- Directions for this task: What is wanted is an exact copy of the lines from the top of the listing through the line containing "position:relative; flex:1; overflow:hidden".

[[ Dataset extract open ]]

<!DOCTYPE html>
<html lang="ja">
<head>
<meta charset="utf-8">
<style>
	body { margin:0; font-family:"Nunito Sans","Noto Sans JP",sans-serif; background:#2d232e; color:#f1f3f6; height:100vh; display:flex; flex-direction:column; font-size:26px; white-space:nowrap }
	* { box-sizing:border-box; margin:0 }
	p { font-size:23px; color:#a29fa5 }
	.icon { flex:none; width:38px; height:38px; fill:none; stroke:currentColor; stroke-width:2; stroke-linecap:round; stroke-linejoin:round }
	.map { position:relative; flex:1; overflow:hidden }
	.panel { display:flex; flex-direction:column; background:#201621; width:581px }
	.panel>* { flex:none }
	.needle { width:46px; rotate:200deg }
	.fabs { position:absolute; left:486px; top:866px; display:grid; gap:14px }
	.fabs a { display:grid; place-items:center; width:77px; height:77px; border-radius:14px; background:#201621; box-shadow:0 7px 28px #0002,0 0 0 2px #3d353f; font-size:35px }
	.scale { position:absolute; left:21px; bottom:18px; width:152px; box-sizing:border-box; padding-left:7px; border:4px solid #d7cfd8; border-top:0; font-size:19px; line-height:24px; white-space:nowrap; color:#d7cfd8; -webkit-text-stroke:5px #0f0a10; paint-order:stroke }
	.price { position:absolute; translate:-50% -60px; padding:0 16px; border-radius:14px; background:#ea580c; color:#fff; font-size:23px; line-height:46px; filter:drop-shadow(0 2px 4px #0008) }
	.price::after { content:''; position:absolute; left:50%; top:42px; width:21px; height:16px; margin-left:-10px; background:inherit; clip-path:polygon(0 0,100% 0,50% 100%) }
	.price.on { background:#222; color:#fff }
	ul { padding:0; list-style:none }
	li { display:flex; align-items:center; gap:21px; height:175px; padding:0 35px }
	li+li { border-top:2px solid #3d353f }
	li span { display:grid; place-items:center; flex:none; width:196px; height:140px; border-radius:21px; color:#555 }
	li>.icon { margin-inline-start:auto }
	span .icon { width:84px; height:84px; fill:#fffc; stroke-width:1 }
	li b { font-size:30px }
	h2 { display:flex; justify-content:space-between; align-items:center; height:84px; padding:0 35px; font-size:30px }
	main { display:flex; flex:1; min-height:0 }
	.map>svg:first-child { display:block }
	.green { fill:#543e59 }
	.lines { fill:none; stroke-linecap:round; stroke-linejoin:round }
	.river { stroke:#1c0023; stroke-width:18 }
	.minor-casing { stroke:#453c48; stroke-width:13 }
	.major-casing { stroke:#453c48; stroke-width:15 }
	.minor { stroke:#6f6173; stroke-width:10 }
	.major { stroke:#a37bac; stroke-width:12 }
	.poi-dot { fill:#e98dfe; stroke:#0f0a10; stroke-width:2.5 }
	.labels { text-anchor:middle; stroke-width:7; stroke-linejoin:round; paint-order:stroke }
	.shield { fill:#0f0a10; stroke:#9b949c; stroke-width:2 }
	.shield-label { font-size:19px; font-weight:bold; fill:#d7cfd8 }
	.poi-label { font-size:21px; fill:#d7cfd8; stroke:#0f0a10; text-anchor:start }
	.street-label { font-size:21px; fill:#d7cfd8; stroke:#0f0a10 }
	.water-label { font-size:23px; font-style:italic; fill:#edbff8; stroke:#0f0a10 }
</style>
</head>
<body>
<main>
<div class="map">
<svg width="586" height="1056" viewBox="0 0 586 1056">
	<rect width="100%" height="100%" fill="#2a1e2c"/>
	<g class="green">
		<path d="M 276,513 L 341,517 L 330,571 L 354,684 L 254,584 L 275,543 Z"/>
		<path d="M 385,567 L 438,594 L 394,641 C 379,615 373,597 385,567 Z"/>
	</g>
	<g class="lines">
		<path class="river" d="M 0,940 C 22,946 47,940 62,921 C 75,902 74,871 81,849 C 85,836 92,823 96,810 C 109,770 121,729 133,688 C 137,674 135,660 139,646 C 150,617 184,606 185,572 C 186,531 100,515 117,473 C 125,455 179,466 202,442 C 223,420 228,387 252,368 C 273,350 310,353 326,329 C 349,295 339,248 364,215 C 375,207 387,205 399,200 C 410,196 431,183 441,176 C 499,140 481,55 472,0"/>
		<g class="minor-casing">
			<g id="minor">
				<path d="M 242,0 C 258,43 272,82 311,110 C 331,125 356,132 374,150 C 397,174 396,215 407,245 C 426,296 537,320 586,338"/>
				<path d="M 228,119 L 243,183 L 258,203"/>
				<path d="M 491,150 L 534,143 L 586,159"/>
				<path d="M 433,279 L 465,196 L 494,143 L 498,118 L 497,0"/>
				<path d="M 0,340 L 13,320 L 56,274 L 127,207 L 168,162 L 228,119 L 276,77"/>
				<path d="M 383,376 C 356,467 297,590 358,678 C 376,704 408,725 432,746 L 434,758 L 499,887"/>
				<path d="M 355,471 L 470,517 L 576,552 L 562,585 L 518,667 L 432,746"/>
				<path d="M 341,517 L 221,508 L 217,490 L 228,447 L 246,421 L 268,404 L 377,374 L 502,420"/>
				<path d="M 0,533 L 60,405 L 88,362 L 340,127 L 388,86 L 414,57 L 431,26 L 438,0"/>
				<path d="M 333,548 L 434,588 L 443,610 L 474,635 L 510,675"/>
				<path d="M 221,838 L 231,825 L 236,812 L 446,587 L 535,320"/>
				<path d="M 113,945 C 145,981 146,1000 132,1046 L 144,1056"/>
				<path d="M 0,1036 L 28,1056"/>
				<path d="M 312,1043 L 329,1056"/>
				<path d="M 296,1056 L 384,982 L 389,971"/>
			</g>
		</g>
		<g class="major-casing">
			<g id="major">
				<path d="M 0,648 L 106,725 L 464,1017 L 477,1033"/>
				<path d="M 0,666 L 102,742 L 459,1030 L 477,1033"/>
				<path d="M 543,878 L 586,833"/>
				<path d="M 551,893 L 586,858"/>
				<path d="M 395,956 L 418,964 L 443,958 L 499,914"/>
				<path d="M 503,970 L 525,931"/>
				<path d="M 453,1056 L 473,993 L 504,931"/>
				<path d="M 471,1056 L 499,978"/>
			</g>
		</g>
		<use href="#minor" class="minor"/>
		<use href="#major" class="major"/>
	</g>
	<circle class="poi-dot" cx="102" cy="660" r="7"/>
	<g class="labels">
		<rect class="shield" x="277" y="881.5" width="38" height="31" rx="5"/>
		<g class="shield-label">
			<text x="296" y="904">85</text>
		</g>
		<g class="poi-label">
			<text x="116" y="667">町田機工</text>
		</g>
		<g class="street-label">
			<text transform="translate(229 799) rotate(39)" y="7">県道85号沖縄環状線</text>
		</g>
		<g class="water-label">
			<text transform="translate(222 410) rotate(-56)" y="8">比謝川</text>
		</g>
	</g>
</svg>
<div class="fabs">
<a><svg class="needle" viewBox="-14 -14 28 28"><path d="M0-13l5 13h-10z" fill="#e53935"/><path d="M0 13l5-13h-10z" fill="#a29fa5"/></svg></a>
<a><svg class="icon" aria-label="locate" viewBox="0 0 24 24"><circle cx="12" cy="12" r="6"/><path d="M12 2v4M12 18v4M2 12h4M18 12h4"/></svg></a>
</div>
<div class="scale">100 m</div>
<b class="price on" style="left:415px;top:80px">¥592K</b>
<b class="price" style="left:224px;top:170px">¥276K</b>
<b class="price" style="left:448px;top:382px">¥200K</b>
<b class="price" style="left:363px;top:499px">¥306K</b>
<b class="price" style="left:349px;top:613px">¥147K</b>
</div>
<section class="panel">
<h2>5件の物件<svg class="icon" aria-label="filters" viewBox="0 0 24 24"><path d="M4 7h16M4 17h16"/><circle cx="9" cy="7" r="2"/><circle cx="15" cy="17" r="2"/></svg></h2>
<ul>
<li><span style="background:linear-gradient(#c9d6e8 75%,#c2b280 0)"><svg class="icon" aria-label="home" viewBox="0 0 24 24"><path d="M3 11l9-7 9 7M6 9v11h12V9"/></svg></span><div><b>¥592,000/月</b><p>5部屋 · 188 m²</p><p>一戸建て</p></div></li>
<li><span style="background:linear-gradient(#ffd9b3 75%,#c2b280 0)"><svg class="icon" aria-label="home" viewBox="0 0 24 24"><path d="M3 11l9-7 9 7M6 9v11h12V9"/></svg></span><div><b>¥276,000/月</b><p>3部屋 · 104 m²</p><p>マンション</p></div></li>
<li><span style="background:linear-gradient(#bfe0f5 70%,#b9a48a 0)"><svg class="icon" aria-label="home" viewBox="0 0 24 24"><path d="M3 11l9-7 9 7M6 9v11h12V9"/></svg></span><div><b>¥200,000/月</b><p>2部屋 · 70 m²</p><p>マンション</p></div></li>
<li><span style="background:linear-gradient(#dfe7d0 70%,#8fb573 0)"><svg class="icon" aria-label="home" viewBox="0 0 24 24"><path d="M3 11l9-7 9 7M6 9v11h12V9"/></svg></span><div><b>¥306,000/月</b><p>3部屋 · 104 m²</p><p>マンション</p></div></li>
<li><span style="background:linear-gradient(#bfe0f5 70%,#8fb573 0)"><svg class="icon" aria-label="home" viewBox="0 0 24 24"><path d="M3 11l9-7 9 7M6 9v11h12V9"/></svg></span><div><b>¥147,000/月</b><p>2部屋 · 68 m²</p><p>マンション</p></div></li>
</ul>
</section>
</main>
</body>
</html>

[[ Dataset extract closed ]]

- Solution for this exercise:
<!DOCTYPE html>
<html lang="ja">
<head>
<meta charset="utf-8">
<style>
	body { margin:0; font-family:"Nunito Sans","Noto Sans JP",sans-serif; background:#2d232e; color:#f1f3f6; height:100vh; display:flex; flex-direction:column; font-size:26px; white-space:nowrap }
	* { box-sizing:border-box; margin:0 }
	p { font-size:23px; color:#a29fa5 }
	.icon { flex:none; width:38px; height:38px; fill:none; stroke:currentColor; stroke-width:2; stroke-linecap:round; stroke-linejoin:round }
	.map { position:relative; flex:1; overflow:hidden }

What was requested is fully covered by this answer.